Report back every line of the entries that contains "Left", exactly as written.

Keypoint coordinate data
- Opening Delimiter -
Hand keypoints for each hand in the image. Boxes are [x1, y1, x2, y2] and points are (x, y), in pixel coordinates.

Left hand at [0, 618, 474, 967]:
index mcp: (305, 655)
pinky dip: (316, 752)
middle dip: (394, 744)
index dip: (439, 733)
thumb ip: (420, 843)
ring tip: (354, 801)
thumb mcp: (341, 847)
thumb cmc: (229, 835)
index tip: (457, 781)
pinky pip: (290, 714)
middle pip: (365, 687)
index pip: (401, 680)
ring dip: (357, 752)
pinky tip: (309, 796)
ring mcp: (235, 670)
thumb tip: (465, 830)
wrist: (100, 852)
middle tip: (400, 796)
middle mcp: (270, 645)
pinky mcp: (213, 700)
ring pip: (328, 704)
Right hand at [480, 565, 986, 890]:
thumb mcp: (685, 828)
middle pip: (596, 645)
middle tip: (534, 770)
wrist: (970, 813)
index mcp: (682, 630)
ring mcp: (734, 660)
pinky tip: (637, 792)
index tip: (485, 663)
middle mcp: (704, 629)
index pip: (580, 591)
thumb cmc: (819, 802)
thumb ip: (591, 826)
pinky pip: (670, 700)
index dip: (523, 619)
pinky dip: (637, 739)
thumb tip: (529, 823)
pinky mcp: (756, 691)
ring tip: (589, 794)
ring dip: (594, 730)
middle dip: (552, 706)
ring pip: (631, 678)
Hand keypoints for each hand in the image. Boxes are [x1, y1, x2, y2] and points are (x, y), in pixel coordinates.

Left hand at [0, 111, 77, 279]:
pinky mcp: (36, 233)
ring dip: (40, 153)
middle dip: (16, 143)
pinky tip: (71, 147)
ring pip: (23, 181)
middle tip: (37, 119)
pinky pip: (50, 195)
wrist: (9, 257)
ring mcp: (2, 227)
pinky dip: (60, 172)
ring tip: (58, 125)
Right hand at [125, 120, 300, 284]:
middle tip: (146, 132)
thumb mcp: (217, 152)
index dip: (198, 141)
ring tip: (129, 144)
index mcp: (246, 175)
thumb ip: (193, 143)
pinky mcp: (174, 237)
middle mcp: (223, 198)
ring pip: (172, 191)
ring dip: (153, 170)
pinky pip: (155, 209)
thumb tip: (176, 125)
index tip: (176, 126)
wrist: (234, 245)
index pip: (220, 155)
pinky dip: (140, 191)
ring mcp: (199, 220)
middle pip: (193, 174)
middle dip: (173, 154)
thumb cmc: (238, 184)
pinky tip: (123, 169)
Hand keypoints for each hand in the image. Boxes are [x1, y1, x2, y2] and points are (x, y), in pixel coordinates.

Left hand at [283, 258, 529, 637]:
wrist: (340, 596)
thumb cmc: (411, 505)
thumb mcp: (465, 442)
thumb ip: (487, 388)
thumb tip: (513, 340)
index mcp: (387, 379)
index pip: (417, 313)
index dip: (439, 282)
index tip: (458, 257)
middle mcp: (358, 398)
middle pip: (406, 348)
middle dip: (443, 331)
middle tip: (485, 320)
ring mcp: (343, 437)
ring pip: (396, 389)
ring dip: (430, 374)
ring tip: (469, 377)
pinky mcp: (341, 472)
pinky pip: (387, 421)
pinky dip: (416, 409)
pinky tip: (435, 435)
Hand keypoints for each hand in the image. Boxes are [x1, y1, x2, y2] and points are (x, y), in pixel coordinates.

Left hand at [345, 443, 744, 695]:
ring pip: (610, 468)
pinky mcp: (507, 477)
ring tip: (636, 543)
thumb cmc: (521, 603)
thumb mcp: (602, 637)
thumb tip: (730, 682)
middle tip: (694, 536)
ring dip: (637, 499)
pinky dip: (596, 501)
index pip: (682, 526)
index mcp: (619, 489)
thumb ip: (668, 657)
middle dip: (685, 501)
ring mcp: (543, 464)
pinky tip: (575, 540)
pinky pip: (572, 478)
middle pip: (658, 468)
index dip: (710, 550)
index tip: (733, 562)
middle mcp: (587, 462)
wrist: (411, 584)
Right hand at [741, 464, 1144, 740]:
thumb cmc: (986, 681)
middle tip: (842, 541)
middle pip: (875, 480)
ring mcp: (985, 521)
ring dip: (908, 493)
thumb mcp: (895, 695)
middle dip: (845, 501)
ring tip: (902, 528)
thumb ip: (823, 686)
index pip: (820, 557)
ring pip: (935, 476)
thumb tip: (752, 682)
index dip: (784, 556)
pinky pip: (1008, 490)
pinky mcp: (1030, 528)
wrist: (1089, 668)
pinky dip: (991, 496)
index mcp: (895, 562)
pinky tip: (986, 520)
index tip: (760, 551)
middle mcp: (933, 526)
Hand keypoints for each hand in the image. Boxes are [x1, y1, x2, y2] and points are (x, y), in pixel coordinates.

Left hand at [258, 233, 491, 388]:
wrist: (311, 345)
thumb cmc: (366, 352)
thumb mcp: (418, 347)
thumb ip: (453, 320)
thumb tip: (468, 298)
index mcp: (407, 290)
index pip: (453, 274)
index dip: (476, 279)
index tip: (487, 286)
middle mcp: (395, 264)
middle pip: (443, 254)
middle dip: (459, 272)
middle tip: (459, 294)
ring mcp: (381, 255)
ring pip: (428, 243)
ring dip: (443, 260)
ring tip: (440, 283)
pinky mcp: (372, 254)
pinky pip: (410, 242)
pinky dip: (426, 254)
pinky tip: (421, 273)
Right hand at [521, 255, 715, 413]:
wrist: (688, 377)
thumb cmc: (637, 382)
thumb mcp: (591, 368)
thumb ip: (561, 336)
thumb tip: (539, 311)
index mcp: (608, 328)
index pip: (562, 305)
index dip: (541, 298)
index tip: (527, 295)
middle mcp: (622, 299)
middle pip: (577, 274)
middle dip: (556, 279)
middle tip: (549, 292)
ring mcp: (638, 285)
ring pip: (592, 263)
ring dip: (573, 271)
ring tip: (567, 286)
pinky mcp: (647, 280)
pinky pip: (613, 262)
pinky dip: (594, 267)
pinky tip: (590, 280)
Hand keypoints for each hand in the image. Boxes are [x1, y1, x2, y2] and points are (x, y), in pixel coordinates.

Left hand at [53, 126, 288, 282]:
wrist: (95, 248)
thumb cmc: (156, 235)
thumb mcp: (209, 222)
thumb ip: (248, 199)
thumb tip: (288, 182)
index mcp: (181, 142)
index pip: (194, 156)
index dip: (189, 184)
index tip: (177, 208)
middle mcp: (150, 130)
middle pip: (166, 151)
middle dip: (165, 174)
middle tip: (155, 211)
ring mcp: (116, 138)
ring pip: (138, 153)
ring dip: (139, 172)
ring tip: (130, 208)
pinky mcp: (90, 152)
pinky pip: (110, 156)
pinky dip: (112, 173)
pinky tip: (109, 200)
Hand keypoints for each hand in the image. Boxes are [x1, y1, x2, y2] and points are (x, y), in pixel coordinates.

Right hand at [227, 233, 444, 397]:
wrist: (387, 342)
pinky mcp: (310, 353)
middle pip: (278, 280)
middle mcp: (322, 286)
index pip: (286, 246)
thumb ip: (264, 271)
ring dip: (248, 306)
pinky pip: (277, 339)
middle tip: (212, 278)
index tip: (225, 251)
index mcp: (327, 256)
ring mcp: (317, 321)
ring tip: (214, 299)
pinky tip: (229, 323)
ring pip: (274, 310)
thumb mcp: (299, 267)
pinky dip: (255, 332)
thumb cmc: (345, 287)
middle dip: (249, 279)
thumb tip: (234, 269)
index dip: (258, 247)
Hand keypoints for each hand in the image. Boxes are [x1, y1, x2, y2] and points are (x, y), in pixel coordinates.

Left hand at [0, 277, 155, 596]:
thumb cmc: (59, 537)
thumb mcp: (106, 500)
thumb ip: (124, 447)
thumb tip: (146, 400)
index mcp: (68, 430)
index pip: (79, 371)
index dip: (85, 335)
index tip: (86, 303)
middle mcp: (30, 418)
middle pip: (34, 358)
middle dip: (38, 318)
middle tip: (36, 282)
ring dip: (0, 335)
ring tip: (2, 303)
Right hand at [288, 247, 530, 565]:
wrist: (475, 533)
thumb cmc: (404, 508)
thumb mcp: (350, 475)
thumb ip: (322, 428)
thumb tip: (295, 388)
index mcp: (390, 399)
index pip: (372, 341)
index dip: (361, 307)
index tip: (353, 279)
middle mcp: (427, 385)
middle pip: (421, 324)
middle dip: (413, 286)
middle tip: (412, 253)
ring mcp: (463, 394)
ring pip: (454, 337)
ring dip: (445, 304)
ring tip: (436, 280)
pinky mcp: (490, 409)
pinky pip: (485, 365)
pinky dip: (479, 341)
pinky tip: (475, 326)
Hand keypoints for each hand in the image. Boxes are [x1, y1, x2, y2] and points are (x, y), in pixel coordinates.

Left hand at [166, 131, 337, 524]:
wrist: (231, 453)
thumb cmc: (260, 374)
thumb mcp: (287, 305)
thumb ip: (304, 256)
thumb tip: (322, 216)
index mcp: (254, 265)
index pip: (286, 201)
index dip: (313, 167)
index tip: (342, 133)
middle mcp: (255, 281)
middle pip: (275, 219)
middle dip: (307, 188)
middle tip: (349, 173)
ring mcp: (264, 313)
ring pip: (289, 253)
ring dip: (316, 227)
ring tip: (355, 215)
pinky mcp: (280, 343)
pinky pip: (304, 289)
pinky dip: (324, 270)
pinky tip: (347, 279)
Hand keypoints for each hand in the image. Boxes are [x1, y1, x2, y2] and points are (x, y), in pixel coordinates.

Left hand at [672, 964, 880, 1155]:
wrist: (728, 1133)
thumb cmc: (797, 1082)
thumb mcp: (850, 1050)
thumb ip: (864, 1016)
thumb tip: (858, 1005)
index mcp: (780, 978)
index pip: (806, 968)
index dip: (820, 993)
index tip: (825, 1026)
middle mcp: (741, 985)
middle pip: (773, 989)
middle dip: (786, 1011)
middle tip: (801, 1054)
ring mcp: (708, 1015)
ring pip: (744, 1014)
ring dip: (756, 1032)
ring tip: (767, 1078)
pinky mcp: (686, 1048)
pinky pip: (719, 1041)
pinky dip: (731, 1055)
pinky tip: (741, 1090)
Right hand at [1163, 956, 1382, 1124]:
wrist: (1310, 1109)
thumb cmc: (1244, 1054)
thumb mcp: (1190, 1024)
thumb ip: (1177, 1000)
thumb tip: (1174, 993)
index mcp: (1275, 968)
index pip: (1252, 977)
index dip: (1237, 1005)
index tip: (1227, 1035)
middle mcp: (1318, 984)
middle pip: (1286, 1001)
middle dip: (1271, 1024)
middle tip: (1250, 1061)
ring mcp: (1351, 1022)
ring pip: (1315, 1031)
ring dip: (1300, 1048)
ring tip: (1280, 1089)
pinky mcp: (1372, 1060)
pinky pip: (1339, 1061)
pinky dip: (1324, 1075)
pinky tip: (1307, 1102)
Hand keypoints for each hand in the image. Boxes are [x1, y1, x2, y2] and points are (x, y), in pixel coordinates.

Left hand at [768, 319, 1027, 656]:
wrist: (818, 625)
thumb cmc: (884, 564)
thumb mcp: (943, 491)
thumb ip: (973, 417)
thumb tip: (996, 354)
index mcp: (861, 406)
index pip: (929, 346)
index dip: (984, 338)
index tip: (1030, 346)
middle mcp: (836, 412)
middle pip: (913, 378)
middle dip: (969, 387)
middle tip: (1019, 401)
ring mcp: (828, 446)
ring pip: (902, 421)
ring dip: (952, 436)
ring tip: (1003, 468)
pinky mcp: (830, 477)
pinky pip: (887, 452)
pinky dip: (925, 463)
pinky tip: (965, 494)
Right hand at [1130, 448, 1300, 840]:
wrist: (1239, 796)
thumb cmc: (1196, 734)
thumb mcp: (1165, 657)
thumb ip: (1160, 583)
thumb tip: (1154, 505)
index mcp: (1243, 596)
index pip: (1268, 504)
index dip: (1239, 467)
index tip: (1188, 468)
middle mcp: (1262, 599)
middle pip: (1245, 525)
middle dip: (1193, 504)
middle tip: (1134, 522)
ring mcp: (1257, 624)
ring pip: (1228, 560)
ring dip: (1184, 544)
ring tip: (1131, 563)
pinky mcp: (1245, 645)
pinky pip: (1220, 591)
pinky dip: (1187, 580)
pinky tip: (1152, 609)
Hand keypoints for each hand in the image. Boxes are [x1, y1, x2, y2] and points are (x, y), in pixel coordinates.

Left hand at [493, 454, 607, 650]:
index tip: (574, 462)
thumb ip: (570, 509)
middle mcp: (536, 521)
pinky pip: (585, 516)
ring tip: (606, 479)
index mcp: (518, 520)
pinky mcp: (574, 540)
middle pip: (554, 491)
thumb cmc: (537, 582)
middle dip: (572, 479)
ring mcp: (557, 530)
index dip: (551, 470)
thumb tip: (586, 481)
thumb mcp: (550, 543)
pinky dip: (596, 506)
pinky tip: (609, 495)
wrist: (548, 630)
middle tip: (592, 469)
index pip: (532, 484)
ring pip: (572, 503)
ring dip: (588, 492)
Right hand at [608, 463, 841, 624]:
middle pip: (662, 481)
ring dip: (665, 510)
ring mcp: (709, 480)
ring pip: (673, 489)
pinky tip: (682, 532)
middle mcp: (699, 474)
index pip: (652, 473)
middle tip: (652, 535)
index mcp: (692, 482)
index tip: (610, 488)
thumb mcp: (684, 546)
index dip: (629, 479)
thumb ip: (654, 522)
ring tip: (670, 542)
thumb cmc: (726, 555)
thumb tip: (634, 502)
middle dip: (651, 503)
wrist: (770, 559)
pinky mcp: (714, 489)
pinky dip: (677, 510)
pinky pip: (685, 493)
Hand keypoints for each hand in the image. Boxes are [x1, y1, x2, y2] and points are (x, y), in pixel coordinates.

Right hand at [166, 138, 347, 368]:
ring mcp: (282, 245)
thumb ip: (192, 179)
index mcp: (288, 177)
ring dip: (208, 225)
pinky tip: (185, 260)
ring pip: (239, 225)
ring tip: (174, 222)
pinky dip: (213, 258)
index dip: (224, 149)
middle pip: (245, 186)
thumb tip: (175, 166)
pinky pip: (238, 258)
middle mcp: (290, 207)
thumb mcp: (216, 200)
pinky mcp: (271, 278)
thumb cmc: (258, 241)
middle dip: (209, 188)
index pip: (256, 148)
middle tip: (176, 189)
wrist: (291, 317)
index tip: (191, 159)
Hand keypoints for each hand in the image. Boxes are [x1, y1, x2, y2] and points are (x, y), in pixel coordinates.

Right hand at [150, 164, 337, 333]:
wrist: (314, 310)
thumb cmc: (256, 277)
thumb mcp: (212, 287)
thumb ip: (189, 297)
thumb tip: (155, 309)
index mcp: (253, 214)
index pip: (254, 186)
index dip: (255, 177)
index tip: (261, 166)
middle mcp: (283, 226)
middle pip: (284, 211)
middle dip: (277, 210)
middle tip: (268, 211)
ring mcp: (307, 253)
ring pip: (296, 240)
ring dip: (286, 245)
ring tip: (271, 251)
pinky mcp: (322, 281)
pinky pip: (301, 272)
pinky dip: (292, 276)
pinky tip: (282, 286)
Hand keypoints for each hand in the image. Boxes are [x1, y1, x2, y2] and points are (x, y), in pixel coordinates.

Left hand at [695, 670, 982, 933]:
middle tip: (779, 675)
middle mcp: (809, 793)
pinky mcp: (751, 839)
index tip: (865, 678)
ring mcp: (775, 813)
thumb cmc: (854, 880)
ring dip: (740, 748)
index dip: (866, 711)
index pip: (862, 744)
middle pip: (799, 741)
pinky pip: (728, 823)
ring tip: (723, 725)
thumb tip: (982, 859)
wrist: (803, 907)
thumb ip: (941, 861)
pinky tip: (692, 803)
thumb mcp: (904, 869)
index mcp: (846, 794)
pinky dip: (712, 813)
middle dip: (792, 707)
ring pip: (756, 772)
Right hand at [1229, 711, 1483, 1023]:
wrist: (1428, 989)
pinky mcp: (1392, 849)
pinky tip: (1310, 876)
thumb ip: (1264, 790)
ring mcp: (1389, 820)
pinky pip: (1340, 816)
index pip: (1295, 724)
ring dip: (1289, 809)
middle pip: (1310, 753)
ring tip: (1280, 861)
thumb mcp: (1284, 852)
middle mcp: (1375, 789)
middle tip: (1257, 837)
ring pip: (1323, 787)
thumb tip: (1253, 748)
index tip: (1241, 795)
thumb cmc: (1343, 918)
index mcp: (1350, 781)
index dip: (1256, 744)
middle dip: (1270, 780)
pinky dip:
- Closing Delimiter -
Task solution —
Left hand at [0, 618, 474, 967]:
Left hand at [0, 111, 77, 279]:
Left hand at [283, 258, 529, 637]:
Left hand at [345, 443, 744, 695]:
Left hand at [258, 233, 491, 388]:
Left hand at [53, 126, 288, 282]:
Left hand at [0, 277, 155, 596]:
Left hand at [166, 131, 337, 524]:
Left hand at [672, 964, 880, 1155]:
Left hand at [768, 319, 1027, 656]:
Left hand at [493, 454, 607, 650]:
Left hand at [695, 670, 982, 933]:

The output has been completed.